Suppose I have the event $Y$,
$$ Y = \begin{cases} y_1,& p\\ y_2,& (1-p) \end{cases} $$
and the event $X$ that only occurs when $Y=2$,
$$ \{X|Y=y_2\} = \begin{cases} x_1,& q\\ x_2,& (1-q) \end{cases} $$
Then given $x$ occurs we know that $y=y_2$,
\begin{array}{l|ll} P(y|x) &y_1 &y_2 \\ \hline x_1 &0 &1 \\ x_2 &0 &1 \end{array}
and given $y=y_1$, we know $x$ didn't occur,
\begin{array}{l|ll} P(x|y) &x_1 &x_2 \\ \hline y_1 &0 &0 \\ y_2 &q &(1-q) \end{array}
And the joint pmf can be calculated multiplying $p(y|x)$ with $p(x)$.
Where $p(x) = p(x|y=y_1)p(y_1) + p(x|y=y_2)p(y_2)$. Since $p(x|y=y_1) = 0$, we have,
$$ p(x) =\begin{cases} (1-p)q,& x=x_1\\ (1-p)(1-q),& x=x_2 \end{cases} $$
Something doesn't seem right. If I find the joint pmf, and then try to find the marginal of $Y$ from the the joint, I have that $p(y=y_1) = 0$.
Did I do something wrong here? It seems to be related to the fact that $x$ doesn't occur during the event $y=y_1$. How would I find the joint pmf?

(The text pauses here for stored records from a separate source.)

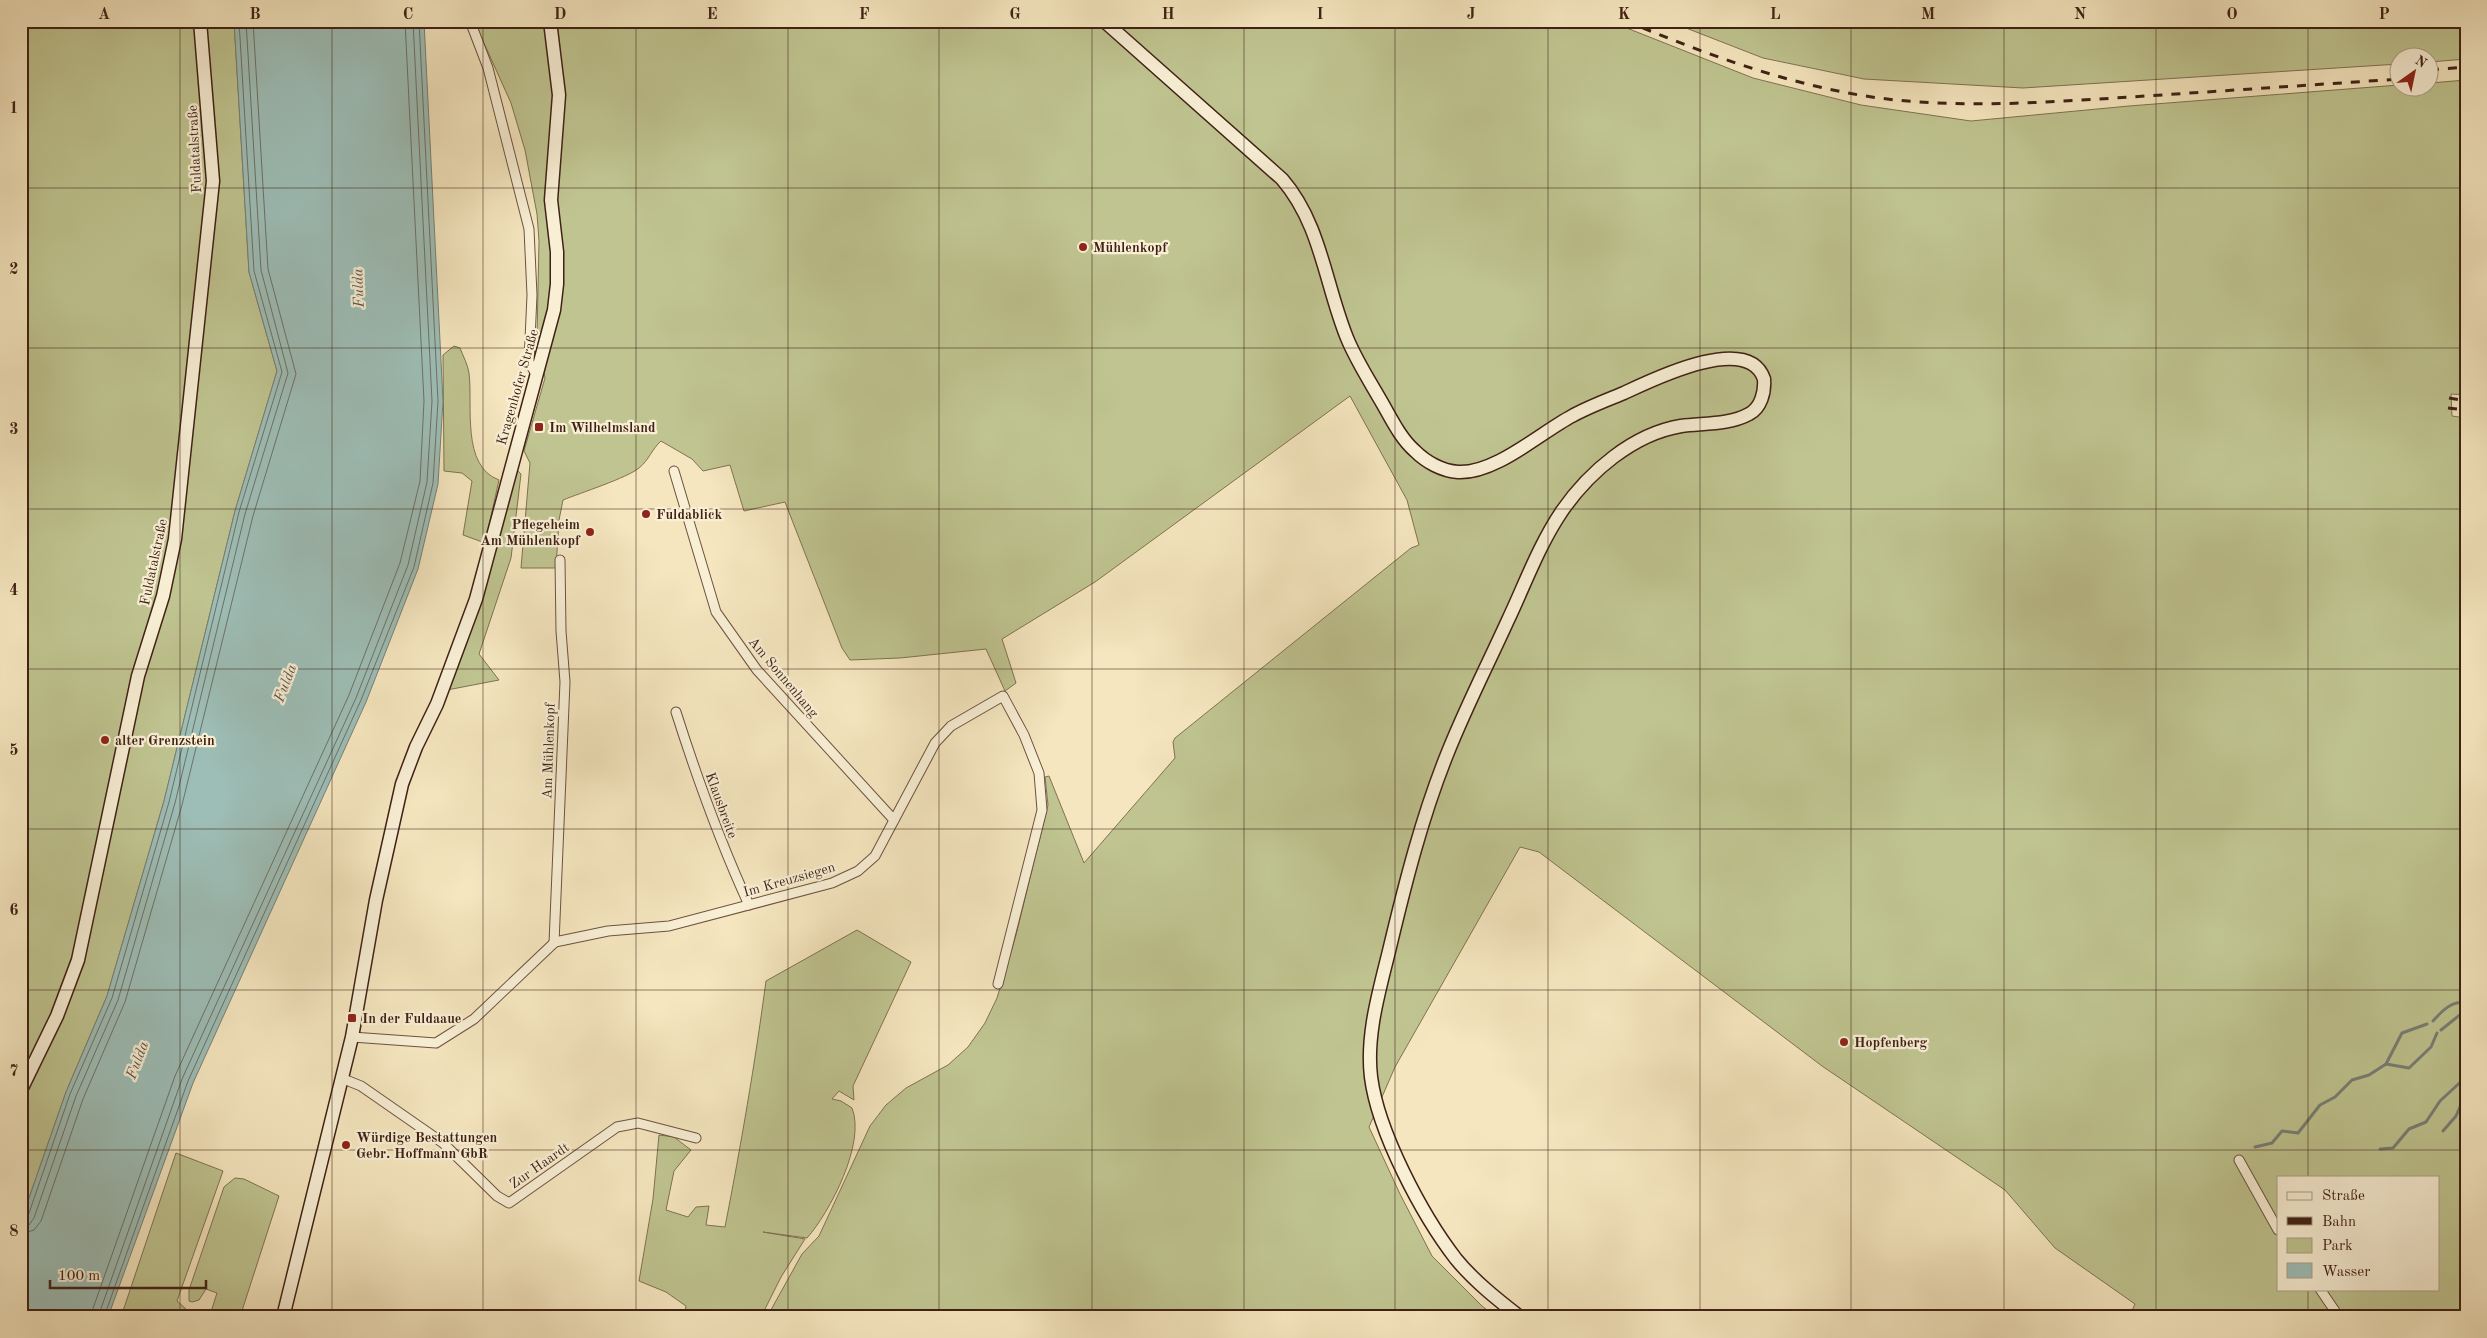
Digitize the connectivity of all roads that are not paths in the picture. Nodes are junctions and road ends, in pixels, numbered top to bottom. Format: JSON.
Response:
{"nodes":[{"id":1,"x":200,"y":21,"type":"edge"},
{"id":2,"x":470,"y":21,"type":"edge"},
{"id":3,"x":550,"y":21,"type":"edge"},
{"id":4,"x":1104,"y":21,"type":"edge"},
{"id":5,"x":537,"y":376,"type":"junction"},
{"id":6,"x":674,"y":471,"type":"dead end"},
{"id":7,"x":560,"y":560,"type":"dead end"},
{"id":8,"x":676,"y":712,"type":"dead end"},
{"id":9,"x":894,"y":820,"type":"junction"},
{"id":10,"x":749,"y":905,"type":"junction"},
{"id":11,"x":554,"y":943,"type":"junction"},
{"id":12,"x":998,"y":984,"type":"dead end"},
{"id":13,"x":352,"y":1037,"type":"junction"},
{"id":14,"x":341,"y":1078,"type":"junction"},
{"id":15,"x":21,"y":1090,"type":"edge"},
{"id":16,"x":696,"y":1138,"type":"dead end"},
{"id":17,"x":2239,"y":1160,"type":"dead end"},
{"id":18,"x":2277,"y":1228,"type":"edge"},
{"id":19,"x":2321,"y":1290,"type":"edge"},
{"id":20,"x":283,"y":1317,"type":"edge"},
{"id":21,"x":1520,"y":1317,"type":"edge"},
{"id":22,"x":2339,"y":1317,"type":"edge"}],
"edges":[{"from":1,"to":15,"type":"street","name":"Fuldatalstraße"},
{"from":2,"to":5,"type":"street"},
{"from":3,"to":5,"type":"street","name":"Kragenhofer Straße"},
{"from":4,"to":21,"type":"street"},
{"from":5,"to":13,"type":"street","name":"Kragenhofer Straße"},
{"from":6,"to":9,"type":"street","name":"Am Sonnenhang"},
{"from":7,"to":11,"type":"street","name":"Am Mühlenkopf"},
{"from":8,"to":10,"type":"street","name":"Klausbreite"},
{"from":9,"to":10,"type":"street","name":"Im Kreuzsiegen"},
{"from":9,"to":12,"type":"street","name":"Im Kreuzsiegen"},
{"from":10,"to":11,"type":"street","name":"Im Kreuzsiegen"},
{"from":11,"to":13,"type":"street","name":"Im Kreuzsiegen"},
{"from":13,"to":14,"type":"street"},
{"from":14,"to":16,"type":"street","name":"Zur Haardt"},
{"from":14,"to":20,"type":"street"},
{"from":17,"to":18,"type":"street"},
{"from":19,"to":22,"type":"street"}]}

Your calculation for $p(x)$ adds up to $1-p$ when we need it to add up to $1$. The issue is that you are considering only $x_1$ and $x_2$ as possibilities for $X$, but not considering the third valid possibility, which is "$X$ does not occur", which has probability $p$.